§ **Task objective**: Go to the line in the entries below that holds "import math" and repeat exactly from there through the line that holds "ctx.restore()", inclusive.

§ **Data for processing**:
⁂
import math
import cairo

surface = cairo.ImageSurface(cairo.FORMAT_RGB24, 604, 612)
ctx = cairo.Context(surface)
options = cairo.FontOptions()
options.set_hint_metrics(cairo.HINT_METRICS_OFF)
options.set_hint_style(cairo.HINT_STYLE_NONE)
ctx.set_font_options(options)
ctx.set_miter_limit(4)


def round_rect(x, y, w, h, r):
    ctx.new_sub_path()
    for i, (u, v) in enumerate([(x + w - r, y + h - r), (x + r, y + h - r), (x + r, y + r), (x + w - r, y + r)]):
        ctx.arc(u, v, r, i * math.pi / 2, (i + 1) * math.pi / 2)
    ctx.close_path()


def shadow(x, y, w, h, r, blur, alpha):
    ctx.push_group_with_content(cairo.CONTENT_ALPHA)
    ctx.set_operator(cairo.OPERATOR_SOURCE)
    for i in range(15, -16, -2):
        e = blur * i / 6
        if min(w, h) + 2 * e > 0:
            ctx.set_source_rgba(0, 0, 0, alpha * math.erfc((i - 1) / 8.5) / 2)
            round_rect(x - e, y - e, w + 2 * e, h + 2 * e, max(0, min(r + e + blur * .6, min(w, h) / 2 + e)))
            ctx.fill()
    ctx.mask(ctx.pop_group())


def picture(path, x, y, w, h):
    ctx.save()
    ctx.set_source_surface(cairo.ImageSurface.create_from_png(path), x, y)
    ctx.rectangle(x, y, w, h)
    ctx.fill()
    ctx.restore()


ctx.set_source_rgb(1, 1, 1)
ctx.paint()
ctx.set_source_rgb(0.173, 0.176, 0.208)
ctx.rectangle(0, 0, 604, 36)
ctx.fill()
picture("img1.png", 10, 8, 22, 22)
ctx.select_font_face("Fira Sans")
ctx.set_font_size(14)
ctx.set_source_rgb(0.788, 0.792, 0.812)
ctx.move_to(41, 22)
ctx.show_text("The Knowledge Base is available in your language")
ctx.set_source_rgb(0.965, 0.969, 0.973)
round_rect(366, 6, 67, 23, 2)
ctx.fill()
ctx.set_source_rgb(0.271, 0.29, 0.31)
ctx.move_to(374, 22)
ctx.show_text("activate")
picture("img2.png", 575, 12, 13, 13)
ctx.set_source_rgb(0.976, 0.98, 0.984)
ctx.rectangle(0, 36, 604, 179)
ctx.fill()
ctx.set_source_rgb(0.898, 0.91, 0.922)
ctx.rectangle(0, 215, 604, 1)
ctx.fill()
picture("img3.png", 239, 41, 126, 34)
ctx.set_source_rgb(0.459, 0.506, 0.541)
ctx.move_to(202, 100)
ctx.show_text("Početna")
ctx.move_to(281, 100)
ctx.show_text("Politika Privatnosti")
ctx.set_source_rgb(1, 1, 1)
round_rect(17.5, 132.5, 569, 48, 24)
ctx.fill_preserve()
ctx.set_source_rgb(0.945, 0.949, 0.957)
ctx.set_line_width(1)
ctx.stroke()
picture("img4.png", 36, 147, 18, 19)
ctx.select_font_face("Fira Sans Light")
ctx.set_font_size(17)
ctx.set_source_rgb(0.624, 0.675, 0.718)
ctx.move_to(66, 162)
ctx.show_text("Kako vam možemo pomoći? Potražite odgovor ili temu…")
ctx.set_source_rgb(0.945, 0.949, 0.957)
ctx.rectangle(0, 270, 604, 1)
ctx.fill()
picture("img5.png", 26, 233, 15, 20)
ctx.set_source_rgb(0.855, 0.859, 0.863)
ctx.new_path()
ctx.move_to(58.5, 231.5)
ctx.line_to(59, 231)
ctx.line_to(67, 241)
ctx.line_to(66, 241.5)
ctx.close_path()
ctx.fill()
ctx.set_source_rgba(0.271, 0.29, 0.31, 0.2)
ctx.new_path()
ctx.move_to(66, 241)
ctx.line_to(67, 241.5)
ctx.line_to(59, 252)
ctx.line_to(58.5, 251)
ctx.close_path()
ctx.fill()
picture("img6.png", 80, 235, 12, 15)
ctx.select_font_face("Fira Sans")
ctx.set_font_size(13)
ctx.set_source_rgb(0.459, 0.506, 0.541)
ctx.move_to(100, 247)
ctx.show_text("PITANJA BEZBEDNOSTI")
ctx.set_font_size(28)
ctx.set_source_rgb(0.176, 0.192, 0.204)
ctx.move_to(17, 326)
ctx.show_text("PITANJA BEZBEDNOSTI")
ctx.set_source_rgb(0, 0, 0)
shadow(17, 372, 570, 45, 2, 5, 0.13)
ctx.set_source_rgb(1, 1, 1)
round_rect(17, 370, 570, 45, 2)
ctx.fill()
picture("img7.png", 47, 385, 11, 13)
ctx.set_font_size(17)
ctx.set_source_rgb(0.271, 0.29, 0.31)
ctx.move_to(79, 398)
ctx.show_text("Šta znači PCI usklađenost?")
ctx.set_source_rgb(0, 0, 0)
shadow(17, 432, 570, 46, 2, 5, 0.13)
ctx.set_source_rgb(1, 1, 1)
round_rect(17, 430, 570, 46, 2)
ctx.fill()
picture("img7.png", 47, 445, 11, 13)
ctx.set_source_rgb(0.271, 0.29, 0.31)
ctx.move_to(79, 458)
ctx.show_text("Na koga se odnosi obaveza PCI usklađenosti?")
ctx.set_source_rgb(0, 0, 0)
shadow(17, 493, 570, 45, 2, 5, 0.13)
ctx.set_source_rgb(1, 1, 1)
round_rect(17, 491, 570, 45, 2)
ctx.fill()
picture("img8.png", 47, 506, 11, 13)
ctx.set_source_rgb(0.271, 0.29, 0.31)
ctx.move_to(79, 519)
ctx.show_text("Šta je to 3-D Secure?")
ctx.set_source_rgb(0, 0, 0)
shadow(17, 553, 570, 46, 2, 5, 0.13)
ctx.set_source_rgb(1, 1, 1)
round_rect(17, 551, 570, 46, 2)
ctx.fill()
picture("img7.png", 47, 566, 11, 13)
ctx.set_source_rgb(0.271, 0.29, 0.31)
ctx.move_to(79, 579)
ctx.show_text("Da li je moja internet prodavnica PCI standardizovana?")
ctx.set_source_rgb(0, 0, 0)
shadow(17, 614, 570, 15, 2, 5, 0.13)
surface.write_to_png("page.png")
⁂
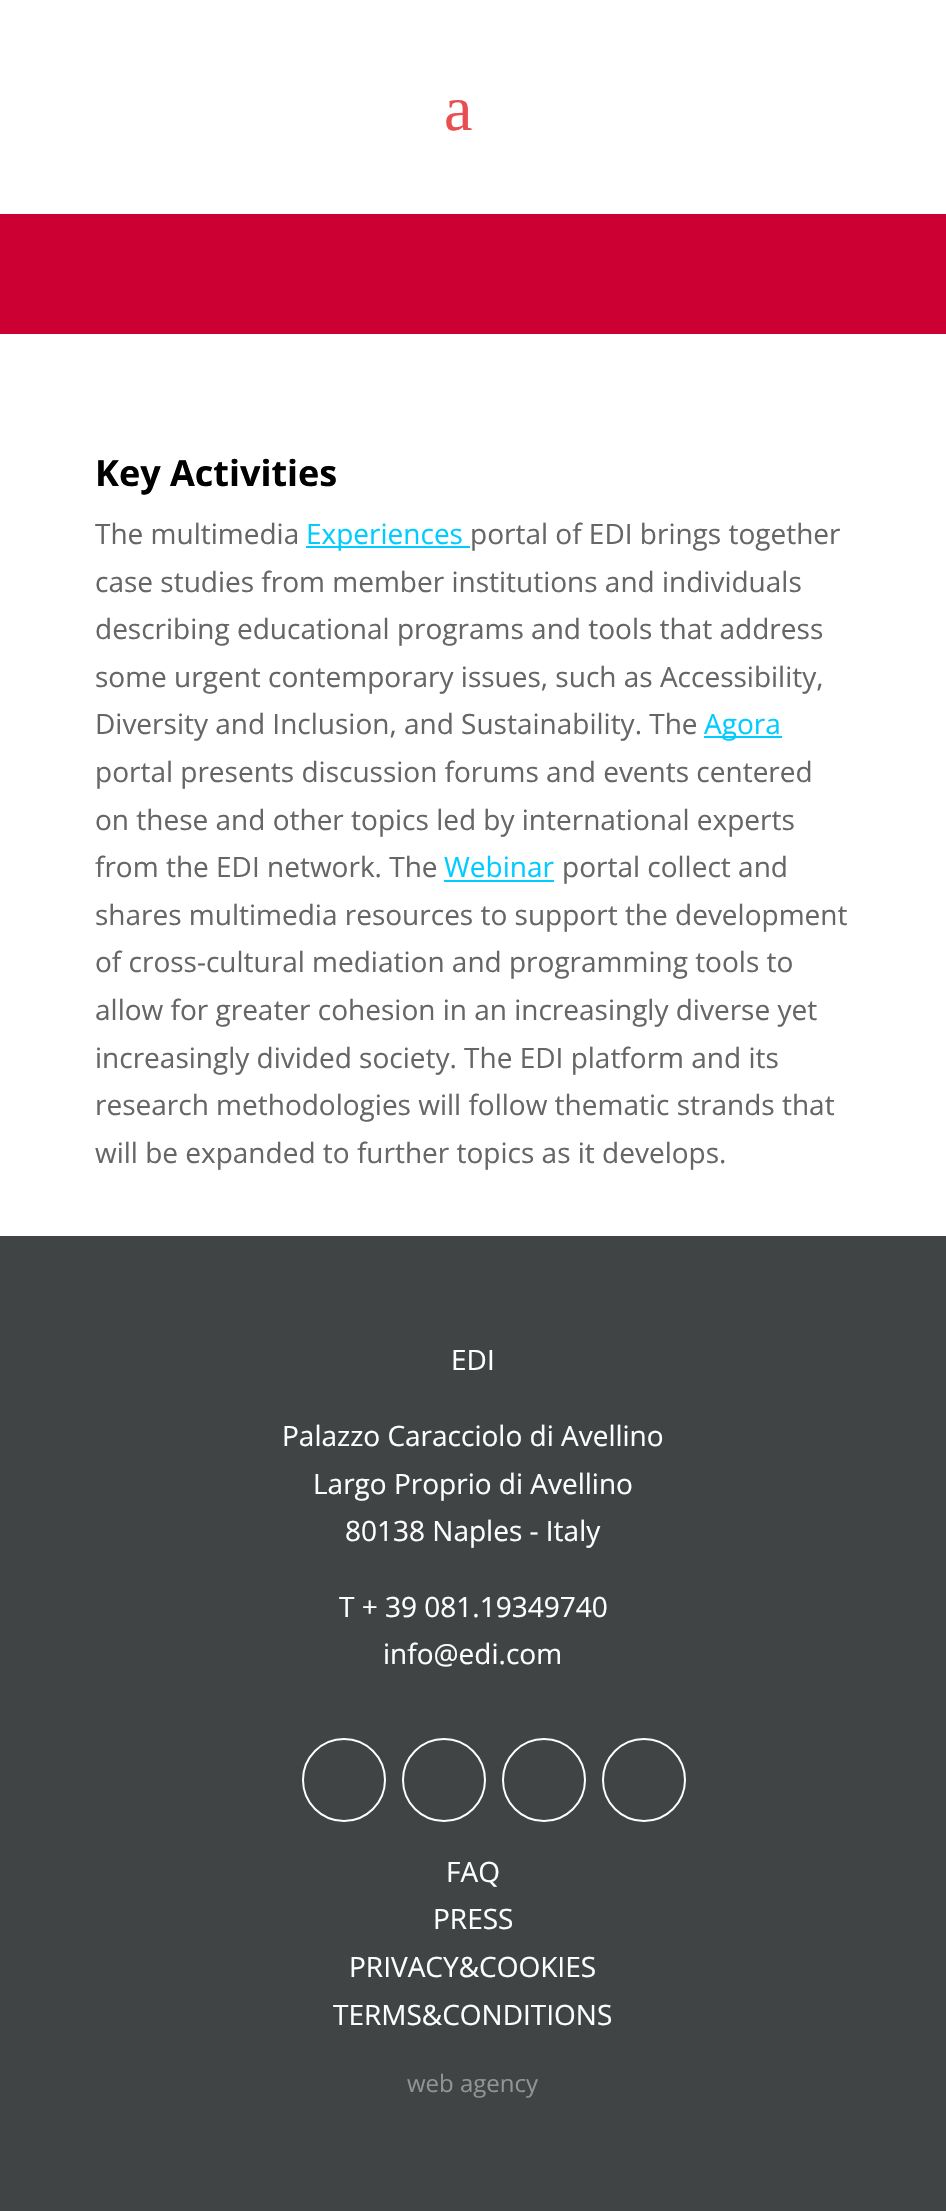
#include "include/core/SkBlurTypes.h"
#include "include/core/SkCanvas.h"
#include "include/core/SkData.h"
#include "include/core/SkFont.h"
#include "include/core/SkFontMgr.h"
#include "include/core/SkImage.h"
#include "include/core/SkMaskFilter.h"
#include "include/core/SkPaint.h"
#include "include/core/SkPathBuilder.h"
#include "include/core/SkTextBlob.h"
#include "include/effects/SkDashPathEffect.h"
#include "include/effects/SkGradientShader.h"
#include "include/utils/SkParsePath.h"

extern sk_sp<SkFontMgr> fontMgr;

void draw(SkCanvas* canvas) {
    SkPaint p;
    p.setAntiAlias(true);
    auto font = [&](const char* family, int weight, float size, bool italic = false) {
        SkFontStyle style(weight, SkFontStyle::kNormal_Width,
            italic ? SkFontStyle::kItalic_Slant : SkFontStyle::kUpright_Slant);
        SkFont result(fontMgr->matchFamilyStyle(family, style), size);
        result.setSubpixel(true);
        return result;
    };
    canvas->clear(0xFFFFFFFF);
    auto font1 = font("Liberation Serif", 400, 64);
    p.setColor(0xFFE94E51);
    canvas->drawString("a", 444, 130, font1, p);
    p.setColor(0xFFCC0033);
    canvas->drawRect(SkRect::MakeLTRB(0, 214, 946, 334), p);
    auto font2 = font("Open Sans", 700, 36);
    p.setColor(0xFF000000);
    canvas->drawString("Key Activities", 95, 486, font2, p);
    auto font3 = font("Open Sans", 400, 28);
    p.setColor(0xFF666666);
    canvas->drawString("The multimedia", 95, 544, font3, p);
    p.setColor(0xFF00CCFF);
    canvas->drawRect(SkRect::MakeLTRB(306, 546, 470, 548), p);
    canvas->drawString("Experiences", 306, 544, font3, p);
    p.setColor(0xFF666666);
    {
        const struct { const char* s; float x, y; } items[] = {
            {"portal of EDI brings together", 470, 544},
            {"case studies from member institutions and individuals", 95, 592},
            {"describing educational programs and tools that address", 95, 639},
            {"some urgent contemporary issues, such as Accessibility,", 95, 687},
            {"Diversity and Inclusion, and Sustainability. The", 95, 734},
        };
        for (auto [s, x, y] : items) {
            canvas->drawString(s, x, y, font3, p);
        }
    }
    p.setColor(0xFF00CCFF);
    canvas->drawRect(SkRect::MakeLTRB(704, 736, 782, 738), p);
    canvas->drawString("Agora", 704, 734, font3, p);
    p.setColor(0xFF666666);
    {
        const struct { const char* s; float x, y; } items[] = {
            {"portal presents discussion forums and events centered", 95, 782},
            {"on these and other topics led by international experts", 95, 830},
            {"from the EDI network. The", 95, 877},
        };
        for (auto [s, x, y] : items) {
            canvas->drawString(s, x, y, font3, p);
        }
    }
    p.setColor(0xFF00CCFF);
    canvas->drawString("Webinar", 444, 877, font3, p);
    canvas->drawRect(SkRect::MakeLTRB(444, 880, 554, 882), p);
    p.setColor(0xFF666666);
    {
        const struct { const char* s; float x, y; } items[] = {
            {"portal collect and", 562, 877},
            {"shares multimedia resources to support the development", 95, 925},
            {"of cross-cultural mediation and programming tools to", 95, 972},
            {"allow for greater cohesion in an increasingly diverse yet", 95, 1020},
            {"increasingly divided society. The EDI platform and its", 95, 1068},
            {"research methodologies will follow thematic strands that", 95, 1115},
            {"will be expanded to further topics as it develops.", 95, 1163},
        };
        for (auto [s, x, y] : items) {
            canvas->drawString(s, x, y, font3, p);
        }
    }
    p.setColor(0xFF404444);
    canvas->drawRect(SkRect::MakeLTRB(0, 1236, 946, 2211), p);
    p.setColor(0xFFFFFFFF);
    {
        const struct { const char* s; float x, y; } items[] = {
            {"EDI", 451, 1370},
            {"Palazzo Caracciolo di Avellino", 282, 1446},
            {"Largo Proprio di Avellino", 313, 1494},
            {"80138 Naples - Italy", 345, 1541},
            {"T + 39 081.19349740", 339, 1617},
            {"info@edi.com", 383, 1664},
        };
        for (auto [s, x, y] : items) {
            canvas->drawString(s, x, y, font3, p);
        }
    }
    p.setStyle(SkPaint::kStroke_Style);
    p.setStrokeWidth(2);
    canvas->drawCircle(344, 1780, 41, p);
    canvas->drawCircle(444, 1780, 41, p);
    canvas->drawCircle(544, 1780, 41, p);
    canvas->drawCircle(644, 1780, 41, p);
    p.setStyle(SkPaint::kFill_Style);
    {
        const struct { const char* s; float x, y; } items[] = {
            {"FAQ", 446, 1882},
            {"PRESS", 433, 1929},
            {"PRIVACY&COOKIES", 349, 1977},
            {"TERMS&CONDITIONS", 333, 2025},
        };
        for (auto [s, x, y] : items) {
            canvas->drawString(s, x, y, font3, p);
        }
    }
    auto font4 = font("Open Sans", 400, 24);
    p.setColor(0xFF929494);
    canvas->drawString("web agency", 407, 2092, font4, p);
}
⁂
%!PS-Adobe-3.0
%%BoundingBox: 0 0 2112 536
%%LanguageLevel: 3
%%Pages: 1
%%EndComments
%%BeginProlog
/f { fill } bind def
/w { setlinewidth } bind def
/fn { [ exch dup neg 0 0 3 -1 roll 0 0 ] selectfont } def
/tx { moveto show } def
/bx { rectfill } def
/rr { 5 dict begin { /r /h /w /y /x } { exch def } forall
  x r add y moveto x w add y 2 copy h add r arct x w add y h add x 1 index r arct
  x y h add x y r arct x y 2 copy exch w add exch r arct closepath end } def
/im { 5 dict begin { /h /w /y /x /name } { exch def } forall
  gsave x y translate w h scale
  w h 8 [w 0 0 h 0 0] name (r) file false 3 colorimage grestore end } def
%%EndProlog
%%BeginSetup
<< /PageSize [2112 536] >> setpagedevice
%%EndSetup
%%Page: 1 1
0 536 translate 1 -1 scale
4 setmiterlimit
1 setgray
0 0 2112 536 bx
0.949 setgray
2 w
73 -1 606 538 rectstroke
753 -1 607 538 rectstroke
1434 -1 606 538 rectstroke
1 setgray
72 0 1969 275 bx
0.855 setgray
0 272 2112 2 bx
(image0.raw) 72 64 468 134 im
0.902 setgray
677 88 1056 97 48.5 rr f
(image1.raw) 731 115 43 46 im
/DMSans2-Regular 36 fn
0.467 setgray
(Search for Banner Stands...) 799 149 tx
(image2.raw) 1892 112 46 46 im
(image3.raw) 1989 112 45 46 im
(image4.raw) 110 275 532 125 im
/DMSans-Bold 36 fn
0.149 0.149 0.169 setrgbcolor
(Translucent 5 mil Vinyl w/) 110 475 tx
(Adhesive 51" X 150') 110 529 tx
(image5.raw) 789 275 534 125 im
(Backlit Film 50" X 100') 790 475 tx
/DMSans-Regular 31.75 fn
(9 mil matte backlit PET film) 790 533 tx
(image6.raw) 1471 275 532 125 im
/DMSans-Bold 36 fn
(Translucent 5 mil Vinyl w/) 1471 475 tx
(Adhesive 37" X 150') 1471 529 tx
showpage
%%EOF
⁂
§ **Response box**:
import math
import cairo

surface = cairo.ImageSurface(cairo.FORMAT_RGB24, 604, 612)
ctx = cairo.Context(surface)
options = cairo.FontOptions()
options.set_hint_metrics(cairo.HINT_METRICS_OFF)
options.set_hint_style(cairo.HINT_STYLE_NONE)
ctx.set_font_options(options)
ctx.set_miter_limit(4)


def round_rect(x, y, w, h, r):
    ctx.new_sub_path()
    for i, (u, v) in enumerate([(x + w - r, y + h - r), (x + r, y + h - r), (x + r, y + r), (x + w - r, y + r)]):
        ctx.arc(u, v, r, i * math.pi / 2, (i + 1) * math.pi / 2)
    ctx.close_path()


def shadow(x, y, w, h, r, blur, alpha):
    ctx.push_group_with_content(cairo.CONTENT_ALPHA)
    ctx.set_operator(cairo.OPERATOR_SOURCE)
    for i in range(15, -16, -2):
        e = blur * i / 6
        if min(w, h) + 2 * e > 0:
            ctx.set_source_rgba(0, 0, 0, alpha * math.erfc((i - 1) / 8.5) / 2)
            round_rect(x - e, y - e, w + 2 * e, h + 2 * e, max(0, min(r + e + blur * .6, min(w, h) / 2 + e)))
            ctx.fill()
    ctx.mask(ctx.pop_group())


def picture(path, x, y, w, h):
    ctx.save()
    ctx.set_source_surface(cairo.ImageSurface.create_from_png(path), x, y)
    ctx.rectangle(x, y, w, h)
    ctx.fill()
    ctx.restore()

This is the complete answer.